Problem requirements | From the line that includes "Trace every road, lane" to the closing line of the data, please transcribe every line exactly and add nothing.

::: Recorded information :::

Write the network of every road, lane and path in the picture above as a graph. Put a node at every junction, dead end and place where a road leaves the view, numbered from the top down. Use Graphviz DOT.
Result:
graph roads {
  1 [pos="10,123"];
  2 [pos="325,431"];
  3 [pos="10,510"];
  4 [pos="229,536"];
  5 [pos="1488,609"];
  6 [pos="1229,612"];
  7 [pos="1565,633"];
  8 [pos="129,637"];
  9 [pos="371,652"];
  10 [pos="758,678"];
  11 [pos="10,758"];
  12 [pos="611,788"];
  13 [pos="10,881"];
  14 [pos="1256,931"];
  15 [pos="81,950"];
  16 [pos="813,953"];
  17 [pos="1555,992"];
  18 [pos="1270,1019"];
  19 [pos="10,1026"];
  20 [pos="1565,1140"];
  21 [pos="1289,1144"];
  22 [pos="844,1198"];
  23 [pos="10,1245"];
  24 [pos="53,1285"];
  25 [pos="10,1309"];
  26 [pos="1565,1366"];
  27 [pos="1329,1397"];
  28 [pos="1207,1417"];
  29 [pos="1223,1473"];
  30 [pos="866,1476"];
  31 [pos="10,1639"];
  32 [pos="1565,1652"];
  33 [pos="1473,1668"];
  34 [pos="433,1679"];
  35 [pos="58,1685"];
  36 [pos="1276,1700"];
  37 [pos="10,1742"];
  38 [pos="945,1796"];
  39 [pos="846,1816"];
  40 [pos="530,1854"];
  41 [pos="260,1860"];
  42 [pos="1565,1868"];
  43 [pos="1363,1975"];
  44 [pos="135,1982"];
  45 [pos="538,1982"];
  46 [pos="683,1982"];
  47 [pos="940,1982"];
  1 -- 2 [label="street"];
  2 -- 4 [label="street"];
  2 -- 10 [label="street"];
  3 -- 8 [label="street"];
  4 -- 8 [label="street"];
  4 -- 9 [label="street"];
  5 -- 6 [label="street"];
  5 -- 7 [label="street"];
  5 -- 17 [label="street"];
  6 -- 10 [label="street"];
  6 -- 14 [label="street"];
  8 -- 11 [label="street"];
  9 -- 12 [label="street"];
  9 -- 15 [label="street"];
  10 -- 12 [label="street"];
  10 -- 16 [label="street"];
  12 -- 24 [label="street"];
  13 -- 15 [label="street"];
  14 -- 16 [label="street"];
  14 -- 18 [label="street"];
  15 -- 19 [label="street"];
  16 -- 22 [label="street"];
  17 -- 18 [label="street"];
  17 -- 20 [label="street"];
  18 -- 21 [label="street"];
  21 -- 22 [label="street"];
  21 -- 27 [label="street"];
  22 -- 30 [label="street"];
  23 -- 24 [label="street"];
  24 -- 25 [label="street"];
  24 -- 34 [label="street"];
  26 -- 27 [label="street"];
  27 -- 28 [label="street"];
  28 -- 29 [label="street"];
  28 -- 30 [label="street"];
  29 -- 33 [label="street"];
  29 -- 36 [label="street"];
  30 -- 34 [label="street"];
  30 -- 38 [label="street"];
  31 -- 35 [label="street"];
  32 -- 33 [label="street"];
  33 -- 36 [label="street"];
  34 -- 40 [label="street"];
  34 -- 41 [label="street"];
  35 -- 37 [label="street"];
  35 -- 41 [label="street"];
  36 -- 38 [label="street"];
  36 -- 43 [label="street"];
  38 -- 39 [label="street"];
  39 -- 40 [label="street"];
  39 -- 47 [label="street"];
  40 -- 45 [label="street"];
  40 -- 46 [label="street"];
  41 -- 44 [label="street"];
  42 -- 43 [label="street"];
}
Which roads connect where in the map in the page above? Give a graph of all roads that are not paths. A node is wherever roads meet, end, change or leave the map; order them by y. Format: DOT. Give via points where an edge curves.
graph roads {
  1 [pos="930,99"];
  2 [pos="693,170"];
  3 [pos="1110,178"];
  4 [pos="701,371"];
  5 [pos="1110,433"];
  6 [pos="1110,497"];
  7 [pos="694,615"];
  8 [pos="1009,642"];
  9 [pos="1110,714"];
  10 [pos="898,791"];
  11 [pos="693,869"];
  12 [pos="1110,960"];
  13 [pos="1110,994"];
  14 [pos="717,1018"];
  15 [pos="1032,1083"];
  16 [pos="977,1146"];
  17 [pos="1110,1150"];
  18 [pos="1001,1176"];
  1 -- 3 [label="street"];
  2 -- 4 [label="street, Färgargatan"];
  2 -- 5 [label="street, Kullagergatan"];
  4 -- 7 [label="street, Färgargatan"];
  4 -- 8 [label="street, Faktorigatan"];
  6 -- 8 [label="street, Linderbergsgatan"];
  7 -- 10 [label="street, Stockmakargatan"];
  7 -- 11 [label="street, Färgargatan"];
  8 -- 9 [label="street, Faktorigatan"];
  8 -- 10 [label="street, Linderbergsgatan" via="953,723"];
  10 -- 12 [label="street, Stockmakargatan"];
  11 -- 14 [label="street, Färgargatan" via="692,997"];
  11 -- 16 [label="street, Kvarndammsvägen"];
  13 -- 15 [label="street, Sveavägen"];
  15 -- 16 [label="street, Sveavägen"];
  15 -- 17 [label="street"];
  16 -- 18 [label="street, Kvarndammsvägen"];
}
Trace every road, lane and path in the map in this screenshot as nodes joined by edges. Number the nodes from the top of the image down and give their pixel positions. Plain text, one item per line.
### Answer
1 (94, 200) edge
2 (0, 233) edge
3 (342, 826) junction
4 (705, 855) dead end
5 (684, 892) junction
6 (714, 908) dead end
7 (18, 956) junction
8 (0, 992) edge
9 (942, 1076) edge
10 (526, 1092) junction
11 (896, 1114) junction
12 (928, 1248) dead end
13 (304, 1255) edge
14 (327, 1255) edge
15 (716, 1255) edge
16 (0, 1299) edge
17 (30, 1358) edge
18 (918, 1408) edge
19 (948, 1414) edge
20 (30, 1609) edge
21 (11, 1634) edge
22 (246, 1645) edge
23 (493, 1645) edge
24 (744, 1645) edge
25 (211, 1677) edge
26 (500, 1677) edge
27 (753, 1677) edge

:::

Response area |
Trace every road, lane and path in the map in this screenshot as nodes joined by edges. Number the nodes from the top of the image down and give their pixel positions. Plain text, one item per line.
### Answer
1 (94, 200) edge
2 (0, 233) edge
3 (342, 826) junction
4 (705, 855) dead end
5 (684, 892) junction
6 (714, 908) dead end
7 (18, 956) junction
8 (0, 992) edge
9 (942, 1076) edge
10 (526, 1092) junction
11 (896, 1114) junction
12 (928, 1248) dead end
13 (304, 1255) edge
14 (327, 1255) edge
15 (716, 1255) edge
16 (0, 1299) edge
17 (30, 1358) edge
18 (918, 1408) edge
19 (948, 1414) edge
20 (30, 1609) edge
21 (11, 1634) edge
22 (246, 1645) edge
23 (493, 1645) edge
24 (744, 1645) edge
25 (211, 1677) edge
26 (500, 1677) edge
27 (753, 1677) edge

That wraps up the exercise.